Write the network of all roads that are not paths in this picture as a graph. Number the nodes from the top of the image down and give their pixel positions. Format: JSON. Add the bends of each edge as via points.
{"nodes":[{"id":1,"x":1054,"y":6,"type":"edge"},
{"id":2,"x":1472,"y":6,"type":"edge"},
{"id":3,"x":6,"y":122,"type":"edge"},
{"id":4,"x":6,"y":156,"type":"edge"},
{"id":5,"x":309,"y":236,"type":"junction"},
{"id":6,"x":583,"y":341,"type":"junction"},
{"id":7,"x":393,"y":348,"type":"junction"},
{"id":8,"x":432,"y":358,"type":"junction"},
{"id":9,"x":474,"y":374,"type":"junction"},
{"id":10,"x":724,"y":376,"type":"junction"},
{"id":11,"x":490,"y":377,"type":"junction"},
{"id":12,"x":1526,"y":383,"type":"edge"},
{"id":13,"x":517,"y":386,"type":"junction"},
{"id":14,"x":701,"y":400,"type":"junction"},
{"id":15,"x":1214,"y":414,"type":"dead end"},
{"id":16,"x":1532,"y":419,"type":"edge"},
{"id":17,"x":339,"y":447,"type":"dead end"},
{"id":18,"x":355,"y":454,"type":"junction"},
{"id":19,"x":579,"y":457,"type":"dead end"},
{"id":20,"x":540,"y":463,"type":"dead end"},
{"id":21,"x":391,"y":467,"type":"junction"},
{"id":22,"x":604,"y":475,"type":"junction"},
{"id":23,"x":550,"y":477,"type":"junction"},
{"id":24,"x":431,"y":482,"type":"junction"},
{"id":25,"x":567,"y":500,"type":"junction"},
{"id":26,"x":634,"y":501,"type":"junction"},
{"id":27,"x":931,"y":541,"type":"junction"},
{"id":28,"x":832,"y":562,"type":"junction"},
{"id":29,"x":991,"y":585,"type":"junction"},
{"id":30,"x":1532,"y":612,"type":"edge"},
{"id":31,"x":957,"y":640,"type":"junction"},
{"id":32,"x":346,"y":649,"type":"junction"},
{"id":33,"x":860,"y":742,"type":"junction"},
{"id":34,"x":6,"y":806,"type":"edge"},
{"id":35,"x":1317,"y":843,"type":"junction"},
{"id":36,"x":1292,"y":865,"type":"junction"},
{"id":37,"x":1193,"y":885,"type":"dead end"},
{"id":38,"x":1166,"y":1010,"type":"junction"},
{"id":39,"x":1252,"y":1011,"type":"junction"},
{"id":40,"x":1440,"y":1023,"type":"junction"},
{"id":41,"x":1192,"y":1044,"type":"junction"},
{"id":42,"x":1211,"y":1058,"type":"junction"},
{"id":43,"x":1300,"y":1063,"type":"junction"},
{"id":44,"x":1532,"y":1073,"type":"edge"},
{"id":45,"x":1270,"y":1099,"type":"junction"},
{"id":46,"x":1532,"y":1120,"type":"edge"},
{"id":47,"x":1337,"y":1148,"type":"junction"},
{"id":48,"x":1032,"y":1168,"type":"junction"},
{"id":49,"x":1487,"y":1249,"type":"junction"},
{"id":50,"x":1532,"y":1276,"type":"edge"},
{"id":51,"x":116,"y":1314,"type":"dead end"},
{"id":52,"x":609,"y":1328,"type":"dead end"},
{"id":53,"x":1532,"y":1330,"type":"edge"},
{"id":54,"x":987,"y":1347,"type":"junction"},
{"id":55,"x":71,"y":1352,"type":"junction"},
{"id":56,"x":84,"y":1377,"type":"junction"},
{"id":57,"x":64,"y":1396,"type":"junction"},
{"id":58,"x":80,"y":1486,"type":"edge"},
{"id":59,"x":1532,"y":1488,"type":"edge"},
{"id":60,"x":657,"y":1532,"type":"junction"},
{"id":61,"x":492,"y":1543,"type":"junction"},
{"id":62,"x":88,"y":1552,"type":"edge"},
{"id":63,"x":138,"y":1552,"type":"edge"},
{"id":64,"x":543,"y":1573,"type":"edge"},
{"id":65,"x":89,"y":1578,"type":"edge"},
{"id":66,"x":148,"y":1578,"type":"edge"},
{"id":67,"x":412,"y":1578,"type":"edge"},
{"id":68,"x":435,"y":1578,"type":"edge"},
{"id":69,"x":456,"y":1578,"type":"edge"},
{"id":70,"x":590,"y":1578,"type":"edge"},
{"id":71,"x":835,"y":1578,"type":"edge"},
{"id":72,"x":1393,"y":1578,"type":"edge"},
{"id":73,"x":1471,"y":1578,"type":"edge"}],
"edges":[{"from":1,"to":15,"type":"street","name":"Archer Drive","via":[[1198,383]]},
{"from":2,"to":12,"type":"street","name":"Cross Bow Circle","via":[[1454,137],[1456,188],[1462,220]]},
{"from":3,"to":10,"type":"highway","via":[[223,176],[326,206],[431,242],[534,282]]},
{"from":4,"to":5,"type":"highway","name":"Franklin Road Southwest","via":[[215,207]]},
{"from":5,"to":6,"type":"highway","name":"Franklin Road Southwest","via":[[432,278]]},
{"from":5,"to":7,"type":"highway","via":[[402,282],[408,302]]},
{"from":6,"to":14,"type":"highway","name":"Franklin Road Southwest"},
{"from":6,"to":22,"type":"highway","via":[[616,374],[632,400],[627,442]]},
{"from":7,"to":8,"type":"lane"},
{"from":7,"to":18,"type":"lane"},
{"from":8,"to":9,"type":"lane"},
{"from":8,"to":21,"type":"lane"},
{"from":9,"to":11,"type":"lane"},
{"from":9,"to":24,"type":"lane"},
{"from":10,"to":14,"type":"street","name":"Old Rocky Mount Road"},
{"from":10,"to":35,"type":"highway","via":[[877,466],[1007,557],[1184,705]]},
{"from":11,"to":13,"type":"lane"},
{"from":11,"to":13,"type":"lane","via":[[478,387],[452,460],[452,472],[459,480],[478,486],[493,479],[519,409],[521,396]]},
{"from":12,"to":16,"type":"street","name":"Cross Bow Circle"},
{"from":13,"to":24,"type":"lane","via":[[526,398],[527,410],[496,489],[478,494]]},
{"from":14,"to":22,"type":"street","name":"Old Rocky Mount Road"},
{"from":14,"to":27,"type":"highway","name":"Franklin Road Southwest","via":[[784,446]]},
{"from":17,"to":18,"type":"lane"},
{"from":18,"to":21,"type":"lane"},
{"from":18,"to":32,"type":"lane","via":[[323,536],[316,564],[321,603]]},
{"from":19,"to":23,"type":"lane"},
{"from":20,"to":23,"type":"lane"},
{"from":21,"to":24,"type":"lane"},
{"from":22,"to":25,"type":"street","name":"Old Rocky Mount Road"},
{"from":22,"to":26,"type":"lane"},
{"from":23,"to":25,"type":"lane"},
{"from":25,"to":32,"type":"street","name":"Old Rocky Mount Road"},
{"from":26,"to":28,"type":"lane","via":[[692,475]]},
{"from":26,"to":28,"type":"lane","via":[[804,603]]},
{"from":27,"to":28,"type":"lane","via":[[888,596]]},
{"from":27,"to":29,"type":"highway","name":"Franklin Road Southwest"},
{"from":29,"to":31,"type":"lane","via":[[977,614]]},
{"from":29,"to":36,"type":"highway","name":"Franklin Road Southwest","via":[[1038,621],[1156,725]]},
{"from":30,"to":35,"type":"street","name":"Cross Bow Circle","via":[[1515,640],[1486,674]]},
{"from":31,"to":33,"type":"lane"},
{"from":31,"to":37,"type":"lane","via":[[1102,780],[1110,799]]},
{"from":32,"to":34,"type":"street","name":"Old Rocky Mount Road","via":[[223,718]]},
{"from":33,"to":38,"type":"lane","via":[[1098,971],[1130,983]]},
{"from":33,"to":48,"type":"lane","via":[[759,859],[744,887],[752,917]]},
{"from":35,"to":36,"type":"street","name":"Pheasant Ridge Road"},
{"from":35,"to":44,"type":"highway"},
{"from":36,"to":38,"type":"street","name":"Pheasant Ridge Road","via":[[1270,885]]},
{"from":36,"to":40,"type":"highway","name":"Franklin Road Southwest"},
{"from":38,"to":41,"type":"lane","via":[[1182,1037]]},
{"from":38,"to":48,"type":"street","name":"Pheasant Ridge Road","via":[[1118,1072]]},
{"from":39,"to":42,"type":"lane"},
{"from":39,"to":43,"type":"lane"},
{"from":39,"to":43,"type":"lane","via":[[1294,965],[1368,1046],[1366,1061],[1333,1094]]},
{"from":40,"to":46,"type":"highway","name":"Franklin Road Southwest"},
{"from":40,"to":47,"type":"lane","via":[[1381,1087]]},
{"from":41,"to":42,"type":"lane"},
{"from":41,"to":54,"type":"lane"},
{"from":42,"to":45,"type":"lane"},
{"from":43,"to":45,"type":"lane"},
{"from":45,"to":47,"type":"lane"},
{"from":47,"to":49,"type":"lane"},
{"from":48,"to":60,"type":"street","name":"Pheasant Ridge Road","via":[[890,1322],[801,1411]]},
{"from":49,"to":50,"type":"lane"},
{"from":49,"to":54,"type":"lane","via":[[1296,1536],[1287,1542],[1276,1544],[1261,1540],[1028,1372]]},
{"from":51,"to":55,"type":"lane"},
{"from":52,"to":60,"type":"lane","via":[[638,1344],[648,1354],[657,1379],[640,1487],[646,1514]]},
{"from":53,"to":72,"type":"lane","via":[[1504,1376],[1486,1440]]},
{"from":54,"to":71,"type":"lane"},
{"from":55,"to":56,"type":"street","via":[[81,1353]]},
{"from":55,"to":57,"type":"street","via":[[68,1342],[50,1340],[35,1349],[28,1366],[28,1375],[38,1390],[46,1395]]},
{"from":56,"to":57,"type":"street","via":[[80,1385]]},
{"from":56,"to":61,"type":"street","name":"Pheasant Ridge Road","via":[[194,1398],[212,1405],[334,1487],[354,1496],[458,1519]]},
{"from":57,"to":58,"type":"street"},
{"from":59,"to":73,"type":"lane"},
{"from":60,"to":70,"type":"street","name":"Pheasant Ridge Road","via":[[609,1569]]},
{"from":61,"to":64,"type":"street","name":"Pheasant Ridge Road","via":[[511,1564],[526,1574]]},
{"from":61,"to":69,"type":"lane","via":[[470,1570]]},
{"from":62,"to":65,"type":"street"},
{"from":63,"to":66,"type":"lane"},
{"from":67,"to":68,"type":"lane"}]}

* * * * *

• _Task requirements_
After reading the entries above, state how many lines hold the word "Rocky", with no text besides the number.

• _Output for this exercise_
5